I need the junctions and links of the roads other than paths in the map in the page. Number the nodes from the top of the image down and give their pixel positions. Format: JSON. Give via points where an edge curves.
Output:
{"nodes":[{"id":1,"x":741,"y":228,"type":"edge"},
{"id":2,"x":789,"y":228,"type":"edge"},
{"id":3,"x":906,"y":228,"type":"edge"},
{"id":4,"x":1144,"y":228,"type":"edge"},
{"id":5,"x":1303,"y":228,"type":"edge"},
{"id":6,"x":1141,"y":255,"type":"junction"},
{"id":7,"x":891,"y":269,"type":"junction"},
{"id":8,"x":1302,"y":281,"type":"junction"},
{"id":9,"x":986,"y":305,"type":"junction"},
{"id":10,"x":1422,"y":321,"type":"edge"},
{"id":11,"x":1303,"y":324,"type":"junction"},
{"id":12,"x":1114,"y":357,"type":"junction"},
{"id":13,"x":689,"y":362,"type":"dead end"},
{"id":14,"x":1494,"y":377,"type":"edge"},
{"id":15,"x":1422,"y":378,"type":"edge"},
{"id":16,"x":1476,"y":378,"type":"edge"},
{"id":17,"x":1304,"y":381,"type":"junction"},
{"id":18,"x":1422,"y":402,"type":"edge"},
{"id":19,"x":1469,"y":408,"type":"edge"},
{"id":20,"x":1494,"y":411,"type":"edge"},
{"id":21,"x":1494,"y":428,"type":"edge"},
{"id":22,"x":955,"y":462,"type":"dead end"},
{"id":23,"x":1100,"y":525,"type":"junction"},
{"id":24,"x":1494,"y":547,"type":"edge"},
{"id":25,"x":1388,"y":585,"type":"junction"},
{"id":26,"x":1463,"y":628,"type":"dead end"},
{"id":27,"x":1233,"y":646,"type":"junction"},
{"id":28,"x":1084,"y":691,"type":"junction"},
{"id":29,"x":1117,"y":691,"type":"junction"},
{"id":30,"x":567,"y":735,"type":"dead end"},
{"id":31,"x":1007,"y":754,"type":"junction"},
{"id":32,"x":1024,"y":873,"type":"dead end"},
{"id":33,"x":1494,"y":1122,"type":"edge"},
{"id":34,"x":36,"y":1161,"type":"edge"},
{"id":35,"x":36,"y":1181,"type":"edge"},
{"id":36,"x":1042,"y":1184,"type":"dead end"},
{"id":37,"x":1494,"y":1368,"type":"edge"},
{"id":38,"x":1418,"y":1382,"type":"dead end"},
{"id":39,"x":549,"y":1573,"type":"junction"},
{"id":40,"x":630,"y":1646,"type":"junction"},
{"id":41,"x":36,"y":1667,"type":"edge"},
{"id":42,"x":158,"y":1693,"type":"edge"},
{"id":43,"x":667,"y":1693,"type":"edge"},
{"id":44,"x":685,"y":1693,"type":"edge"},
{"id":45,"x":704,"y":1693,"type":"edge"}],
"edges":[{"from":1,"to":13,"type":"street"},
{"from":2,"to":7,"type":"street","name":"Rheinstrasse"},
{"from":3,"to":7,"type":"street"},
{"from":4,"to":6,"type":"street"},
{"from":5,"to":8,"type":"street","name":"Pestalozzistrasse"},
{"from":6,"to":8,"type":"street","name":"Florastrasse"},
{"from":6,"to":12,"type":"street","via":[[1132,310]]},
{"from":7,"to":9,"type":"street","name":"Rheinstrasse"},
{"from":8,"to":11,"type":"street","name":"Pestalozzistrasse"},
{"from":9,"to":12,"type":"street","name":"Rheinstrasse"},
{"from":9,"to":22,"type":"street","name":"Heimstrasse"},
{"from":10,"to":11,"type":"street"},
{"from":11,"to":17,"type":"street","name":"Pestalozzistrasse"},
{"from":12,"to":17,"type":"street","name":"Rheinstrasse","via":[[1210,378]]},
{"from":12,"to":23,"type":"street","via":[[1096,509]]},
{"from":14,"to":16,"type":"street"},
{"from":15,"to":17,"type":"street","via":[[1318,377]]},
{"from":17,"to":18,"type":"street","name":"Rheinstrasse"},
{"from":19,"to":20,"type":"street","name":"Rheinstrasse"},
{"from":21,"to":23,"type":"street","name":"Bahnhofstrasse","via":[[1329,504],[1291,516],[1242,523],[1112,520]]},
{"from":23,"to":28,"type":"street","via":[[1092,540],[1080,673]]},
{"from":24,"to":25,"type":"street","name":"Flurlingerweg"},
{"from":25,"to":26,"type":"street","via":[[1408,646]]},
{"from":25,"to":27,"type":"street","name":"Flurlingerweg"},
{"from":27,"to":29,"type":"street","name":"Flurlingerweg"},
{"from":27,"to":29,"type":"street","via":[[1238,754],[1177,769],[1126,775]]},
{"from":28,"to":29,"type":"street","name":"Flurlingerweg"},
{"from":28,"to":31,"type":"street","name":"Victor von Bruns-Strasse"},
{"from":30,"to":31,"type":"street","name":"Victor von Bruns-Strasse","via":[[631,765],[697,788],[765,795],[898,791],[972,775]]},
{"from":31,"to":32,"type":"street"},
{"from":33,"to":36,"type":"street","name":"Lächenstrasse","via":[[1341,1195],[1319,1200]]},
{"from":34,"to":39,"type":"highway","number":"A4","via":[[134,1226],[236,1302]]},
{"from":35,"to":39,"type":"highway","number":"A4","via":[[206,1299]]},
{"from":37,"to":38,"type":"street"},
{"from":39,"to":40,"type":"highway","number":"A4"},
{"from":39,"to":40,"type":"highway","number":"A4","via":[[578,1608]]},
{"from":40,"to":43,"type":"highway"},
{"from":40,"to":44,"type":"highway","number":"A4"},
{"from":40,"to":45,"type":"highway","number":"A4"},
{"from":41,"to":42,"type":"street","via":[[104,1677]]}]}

BRIEF >>
In full and without alteration, write out each record.

EXERCISE SOLUTION >>
I need the junctions and links of the roads other than paths in the map in the page. Number the nodes from the top of the image down and give their pixel positions. Format: JSON. Give via points where an edge curves.
Output:
{"nodes":[{"id":1,"x":741,"y":228,"type":"edge"},
{"id":2,"x":789,"y":228,"type":"edge"},
{"id":3,"x":906,"y":228,"type":"edge"},
{"id":4,"x":1144,"y":228,"type":"edge"},
{"id":5,"x":1303,"y":228,"type":"edge"},
{"id":6,"x":1141,"y":255,"type":"junction"},
{"id":7,"x":891,"y":269,"type":"junction"},
{"id":8,"x":1302,"y":281,"type":"junction"},
{"id":9,"x":986,"y":305,"type":"junction"},
{"id":10,"x":1422,"y":321,"type":"edge"},
{"id":11,"x":1303,"y":324,"type":"junction"},
{"id":12,"x":1114,"y":357,"type":"junction"},
{"id":13,"x":689,"y":362,"type":"dead end"},
{"id":14,"x":1494,"y":377,"type":"edge"},
{"id":15,"x":1422,"y":378,"type":"edge"},
{"id":16,"x":1476,"y":378,"type":"edge"},
{"id":17,"x":1304,"y":381,"type":"junction"},
{"id":18,"x":1422,"y":402,"type":"edge"},
{"id":19,"x":1469,"y":408,"type":"edge"},
{"id":20,"x":1494,"y":411,"type":"edge"},
{"id":21,"x":1494,"y":428,"type":"edge"},
{"id":22,"x":955,"y":462,"type":"dead end"},
{"id":23,"x":1100,"y":525,"type":"junction"},
{"id":24,"x":1494,"y":547,"type":"edge"},
{"id":25,"x":1388,"y":585,"type":"junction"},
{"id":26,"x":1463,"y":628,"type":"dead end"},
{"id":27,"x":1233,"y":646,"type":"junction"},
{"id":28,"x":1084,"y":691,"type":"junction"},
{"id":29,"x":1117,"y":691,"type":"junction"},
{"id":30,"x":567,"y":735,"type":"dead end"},
{"id":31,"x":1007,"y":754,"type":"junction"},
{"id":32,"x":1024,"y":873,"type":"dead end"},
{"id":33,"x":1494,"y":1122,"type":"edge"},
{"id":34,"x":36,"y":1161,"type":"edge"},
{"id":35,"x":36,"y":1181,"type":"edge"},
{"id":36,"x":1042,"y":1184,"type":"dead end"},
{"id":37,"x":1494,"y":1368,"type":"edge"},
{"id":38,"x":1418,"y":1382,"type":"dead end"},
{"id":39,"x":549,"y":1573,"type":"junction"},
{"id":40,"x":630,"y":1646,"type":"junction"},
{"id":41,"x":36,"y":1667,"type":"edge"},
{"id":42,"x":158,"y":1693,"type":"edge"},
{"id":43,"x":667,"y":1693,"type":"edge"},
{"id":44,"x":685,"y":1693,"type":"edge"},
{"id":45,"x":704,"y":1693,"type":"edge"}],
"edges":[{"from":1,"to":13,"type":"street"},
{"from":2,"to":7,"type":"street","name":"Rheinstrasse"},
{"from":3,"to":7,"type":"street"},
{"from":4,"to":6,"type":"street"},
{"from":5,"to":8,"type":"street","name":"Pestalozzistrasse"},
{"from":6,"to":8,"type":"street","name":"Florastrasse"},
{"from":6,"to":12,"type":"street","via":[[1132,310]]},
{"from":7,"to":9,"type":"street","name":"Rheinstrasse"},
{"from":8,"to":11,"type":"street","name":"Pestalozzistrasse"},
{"from":9,"to":12,"type":"street","name":"Rheinstrasse"},
{"from":9,"to":22,"type":"street","name":"Heimstrasse"},
{"from":10,"to":11,"type":"street"},
{"from":11,"to":17,"type":"street","name":"Pestalozzistrasse"},
{"from":12,"to":17,"type":"street","name":"Rheinstrasse","via":[[1210,378]]},
{"from":12,"to":23,"type":"street","via":[[1096,509]]},
{"from":14,"to":16,"type":"street"},
{"from":15,"to":17,"type":"street","via":[[1318,377]]},
{"from":17,"to":18,"type":"street","name":"Rheinstrasse"},
{"from":19,"to":20,"type":"street","name":"Rheinstrasse"},
{"from":21,"to":23,"type":"street","name":"Bahnhofstrasse","via":[[1329,504],[1291,516],[1242,523],[1112,520]]},
{"from":23,"to":28,"type":"street","via":[[1092,540],[1080,673]]},
{"from":24,"to":25,"type":"street","name":"Flurlingerweg"},
{"from":25,"to":26,"type":"street","via":[[1408,646]]},
{"from":25,"to":27,"type":"street","name":"Flurlingerweg"},
{"from":27,"to":29,"type":"street","name":"Flurlingerweg"},
{"from":27,"to":29,"type":"street","via":[[1238,754],[1177,769],[1126,775]]},
{"from":28,"to":29,"type":"street","name":"Flurlingerweg"},
{"from":28,"to":31,"type":"street","name":"Victor von Bruns-Strasse"},
{"from":30,"to":31,"type":"street","name":"Victor von Bruns-Strasse","via":[[631,765],[697,788],[765,795],[898,791],[972,775]]},
{"from":31,"to":32,"type":"street"},
{"from":33,"to":36,"type":"street","name":"Lächenstrasse","via":[[1341,1195],[1319,1200]]},
{"from":34,"to":39,"type":"highway","number":"A4","via":[[134,1226],[236,1302]]},
{"from":35,"to":39,"type":"highway","number":"A4","via":[[206,1299]]},
{"from":37,"to":38,"type":"street"},
{"from":39,"to":40,"type":"highway","number":"A4"},
{"from":39,"to":40,"type":"highway","number":"A4","via":[[578,1608]]},
{"from":40,"to":43,"type":"highway"},
{"from":40,"to":44,"type":"highway","number":"A4"},
{"from":40,"to":45,"type":"highway","number":"A4"},
{"from":41,"to":42,"type":"street","via":[[104,1677]]}]}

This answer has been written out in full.